* Work required
Lines from the entries below that hold "الوبرة" form the answer; copy all of them.

*** Opening Data excerpts ***

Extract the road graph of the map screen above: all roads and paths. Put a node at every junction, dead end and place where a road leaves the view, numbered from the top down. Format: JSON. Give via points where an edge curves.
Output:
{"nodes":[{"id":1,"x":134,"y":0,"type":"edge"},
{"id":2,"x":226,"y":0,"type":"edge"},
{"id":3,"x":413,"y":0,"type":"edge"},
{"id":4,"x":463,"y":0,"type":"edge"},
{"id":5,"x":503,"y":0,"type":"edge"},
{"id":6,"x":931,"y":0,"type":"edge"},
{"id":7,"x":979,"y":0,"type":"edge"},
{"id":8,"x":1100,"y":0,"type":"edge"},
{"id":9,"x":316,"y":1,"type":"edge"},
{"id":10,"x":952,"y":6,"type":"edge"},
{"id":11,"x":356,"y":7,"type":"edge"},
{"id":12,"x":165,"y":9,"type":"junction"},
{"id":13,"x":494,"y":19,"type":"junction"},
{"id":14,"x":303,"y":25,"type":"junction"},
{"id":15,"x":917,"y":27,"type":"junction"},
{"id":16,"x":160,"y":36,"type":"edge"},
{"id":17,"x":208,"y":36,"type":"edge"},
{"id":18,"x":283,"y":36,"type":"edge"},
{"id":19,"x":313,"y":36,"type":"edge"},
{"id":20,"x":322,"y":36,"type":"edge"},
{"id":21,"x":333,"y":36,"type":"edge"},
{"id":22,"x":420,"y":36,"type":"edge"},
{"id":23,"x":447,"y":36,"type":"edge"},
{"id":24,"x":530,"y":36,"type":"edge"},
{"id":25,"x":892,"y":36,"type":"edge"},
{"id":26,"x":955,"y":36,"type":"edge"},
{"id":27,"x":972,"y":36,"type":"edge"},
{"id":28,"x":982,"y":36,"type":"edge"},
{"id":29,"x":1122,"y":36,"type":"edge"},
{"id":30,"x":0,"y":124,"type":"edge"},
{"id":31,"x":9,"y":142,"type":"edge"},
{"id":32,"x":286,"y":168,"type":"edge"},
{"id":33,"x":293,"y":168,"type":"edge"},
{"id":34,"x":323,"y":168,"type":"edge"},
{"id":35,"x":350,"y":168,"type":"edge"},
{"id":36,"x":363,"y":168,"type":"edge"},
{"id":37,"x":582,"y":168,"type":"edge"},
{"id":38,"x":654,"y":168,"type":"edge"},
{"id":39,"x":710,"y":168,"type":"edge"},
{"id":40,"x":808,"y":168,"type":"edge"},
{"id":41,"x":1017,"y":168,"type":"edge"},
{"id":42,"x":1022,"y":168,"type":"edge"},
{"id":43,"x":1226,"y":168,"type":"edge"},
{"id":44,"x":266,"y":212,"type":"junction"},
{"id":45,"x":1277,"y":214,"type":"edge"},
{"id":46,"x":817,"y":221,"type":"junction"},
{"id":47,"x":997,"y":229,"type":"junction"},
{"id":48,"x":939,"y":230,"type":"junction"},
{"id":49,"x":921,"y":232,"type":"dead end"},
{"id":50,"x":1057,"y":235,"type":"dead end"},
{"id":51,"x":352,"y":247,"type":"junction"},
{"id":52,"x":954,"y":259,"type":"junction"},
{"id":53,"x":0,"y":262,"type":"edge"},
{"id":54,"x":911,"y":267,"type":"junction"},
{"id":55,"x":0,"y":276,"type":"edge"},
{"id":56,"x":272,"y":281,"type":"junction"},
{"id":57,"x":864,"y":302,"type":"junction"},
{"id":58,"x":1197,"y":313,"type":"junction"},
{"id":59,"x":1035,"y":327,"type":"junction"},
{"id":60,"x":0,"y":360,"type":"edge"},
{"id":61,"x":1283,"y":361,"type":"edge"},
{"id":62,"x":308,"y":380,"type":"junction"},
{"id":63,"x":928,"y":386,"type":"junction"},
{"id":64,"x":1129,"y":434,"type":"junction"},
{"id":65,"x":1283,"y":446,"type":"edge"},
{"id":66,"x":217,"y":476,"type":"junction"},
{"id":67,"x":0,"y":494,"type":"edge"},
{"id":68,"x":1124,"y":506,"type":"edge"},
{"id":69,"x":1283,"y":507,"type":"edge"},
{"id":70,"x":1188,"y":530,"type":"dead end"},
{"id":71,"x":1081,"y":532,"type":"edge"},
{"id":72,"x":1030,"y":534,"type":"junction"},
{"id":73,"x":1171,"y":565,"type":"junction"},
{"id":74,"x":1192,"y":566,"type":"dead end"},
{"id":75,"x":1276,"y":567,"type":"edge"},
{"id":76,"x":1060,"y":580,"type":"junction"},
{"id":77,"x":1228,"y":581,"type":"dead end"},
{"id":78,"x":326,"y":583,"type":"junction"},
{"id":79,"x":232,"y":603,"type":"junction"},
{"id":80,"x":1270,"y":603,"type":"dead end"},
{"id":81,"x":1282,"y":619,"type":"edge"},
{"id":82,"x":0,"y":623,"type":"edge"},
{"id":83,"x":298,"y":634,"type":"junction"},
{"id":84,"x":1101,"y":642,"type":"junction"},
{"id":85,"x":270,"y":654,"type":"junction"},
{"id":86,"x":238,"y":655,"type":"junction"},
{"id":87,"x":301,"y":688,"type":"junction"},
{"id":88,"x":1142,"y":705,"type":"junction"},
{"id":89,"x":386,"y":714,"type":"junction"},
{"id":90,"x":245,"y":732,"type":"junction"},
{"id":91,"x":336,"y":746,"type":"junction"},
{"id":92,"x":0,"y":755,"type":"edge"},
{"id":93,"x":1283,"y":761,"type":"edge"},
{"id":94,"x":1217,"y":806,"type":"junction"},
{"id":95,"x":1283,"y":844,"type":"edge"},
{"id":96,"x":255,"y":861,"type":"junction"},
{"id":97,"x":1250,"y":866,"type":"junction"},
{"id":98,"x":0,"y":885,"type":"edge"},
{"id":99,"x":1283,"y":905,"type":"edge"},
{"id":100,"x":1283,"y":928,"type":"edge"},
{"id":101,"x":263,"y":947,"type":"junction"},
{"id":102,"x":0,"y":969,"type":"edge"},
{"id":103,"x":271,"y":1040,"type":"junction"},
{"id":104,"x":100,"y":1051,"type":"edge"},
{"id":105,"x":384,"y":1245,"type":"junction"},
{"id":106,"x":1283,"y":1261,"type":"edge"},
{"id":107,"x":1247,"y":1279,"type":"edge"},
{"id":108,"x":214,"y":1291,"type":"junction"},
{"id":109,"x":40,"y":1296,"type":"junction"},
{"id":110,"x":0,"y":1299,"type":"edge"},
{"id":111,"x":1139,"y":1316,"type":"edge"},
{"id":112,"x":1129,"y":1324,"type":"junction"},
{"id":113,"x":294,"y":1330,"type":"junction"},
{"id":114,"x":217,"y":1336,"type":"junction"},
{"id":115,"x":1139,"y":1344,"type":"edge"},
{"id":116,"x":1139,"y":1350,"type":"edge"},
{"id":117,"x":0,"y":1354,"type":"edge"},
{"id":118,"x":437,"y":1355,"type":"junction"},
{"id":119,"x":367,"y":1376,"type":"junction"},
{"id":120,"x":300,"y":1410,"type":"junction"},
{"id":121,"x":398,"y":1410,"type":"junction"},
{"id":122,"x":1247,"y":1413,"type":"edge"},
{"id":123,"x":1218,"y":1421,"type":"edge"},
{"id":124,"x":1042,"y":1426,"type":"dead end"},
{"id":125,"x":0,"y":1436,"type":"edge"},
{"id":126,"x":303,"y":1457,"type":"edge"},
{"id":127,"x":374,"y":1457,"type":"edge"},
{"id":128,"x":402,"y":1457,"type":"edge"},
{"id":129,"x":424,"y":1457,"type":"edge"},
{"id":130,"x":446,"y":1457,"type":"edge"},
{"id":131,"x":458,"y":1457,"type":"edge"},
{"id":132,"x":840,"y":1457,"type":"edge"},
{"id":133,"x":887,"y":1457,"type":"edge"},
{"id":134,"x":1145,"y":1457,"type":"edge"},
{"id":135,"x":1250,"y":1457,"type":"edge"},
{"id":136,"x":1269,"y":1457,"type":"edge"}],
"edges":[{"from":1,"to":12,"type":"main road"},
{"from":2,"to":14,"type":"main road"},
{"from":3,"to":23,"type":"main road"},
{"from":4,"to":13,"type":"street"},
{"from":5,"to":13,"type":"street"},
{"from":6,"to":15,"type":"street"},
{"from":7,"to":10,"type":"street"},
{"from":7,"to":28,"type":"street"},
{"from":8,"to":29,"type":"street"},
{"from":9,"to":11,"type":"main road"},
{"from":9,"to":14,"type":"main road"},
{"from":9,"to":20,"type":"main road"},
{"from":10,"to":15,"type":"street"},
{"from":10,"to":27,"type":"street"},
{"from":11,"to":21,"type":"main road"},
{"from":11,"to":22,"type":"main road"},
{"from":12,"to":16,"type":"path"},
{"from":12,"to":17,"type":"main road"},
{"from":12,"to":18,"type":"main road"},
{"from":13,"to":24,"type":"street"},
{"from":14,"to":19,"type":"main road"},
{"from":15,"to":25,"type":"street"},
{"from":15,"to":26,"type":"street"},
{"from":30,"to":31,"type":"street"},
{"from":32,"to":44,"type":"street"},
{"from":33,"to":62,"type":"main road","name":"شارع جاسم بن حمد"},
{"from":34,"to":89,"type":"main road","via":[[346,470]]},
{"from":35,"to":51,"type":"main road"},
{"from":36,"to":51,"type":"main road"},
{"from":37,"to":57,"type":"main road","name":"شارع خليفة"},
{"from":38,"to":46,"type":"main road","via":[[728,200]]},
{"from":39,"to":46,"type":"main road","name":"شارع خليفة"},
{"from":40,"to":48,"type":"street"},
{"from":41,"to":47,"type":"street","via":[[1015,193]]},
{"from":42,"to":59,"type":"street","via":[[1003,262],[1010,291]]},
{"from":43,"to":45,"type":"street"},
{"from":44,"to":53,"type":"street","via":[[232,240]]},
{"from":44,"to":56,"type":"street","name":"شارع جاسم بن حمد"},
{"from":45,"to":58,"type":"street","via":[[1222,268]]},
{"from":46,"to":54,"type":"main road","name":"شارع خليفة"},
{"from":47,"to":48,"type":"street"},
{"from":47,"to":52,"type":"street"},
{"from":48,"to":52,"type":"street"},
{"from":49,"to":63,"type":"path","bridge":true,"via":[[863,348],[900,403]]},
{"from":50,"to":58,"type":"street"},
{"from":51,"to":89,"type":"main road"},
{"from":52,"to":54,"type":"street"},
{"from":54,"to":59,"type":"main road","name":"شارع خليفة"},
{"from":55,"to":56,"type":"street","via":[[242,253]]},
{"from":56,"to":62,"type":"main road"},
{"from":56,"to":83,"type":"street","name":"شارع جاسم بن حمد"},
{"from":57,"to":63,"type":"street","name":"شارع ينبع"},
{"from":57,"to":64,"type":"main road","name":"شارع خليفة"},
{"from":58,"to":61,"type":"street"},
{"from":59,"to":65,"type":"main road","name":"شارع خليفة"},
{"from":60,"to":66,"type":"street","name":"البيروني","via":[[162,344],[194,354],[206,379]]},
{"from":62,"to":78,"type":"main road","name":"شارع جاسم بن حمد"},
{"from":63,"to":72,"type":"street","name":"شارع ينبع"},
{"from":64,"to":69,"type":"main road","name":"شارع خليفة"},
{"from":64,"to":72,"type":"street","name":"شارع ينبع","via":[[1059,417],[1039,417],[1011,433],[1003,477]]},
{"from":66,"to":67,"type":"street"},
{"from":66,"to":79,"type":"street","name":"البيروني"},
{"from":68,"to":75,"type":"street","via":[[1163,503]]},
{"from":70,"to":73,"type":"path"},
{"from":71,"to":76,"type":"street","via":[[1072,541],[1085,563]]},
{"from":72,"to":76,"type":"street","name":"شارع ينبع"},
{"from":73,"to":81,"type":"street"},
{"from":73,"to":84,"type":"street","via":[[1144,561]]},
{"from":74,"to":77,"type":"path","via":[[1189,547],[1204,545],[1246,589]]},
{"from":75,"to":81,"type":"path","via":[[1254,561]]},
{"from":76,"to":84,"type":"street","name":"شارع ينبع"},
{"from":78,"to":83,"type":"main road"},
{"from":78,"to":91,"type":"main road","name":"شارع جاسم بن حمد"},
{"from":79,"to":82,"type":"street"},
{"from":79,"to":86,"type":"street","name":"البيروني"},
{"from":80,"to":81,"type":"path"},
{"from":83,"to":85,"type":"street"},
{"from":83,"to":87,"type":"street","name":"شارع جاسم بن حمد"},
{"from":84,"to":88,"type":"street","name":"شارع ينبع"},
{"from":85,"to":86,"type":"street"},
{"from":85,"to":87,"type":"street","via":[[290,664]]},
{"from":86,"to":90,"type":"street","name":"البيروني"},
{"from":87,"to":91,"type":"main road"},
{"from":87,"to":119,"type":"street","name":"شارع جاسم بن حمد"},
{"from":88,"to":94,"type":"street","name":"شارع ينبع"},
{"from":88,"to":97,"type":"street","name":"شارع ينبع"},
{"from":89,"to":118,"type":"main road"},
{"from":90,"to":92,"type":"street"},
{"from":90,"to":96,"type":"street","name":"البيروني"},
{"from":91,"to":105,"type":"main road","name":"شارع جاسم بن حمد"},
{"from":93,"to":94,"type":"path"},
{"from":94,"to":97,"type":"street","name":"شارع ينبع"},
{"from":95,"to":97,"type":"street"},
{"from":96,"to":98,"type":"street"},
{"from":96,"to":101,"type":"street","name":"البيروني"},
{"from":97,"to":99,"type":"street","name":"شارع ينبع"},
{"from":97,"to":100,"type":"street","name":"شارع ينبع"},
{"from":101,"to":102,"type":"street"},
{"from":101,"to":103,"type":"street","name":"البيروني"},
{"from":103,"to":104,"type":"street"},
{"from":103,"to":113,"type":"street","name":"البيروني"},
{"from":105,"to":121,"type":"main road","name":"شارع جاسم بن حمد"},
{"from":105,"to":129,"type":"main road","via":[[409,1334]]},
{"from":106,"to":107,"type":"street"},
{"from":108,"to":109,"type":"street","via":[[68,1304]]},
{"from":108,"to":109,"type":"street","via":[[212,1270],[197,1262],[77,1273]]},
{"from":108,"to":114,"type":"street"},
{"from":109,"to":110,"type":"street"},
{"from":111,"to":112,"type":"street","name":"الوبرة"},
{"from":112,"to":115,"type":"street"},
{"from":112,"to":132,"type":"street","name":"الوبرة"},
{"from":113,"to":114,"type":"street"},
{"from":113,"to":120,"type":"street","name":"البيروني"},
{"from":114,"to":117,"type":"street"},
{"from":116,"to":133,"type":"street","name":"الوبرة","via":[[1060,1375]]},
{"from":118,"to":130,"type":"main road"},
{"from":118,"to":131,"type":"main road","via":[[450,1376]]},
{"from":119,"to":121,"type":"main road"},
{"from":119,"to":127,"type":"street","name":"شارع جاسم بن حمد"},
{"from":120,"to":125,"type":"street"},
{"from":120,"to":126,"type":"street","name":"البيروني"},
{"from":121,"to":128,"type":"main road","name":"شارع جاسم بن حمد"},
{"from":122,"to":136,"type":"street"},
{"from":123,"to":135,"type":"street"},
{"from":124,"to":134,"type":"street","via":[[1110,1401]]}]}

*** Closing Data excerpts ***

* Response to the task
{"from":111,"to":112,"type":"street","name":"الوبرة"},
{"from":112,"to":132,"type":"street","name":"الوبرة"},
{"from":116,"to":133,"type":"street","name":"الوبرة","via":[[1060,1375]]},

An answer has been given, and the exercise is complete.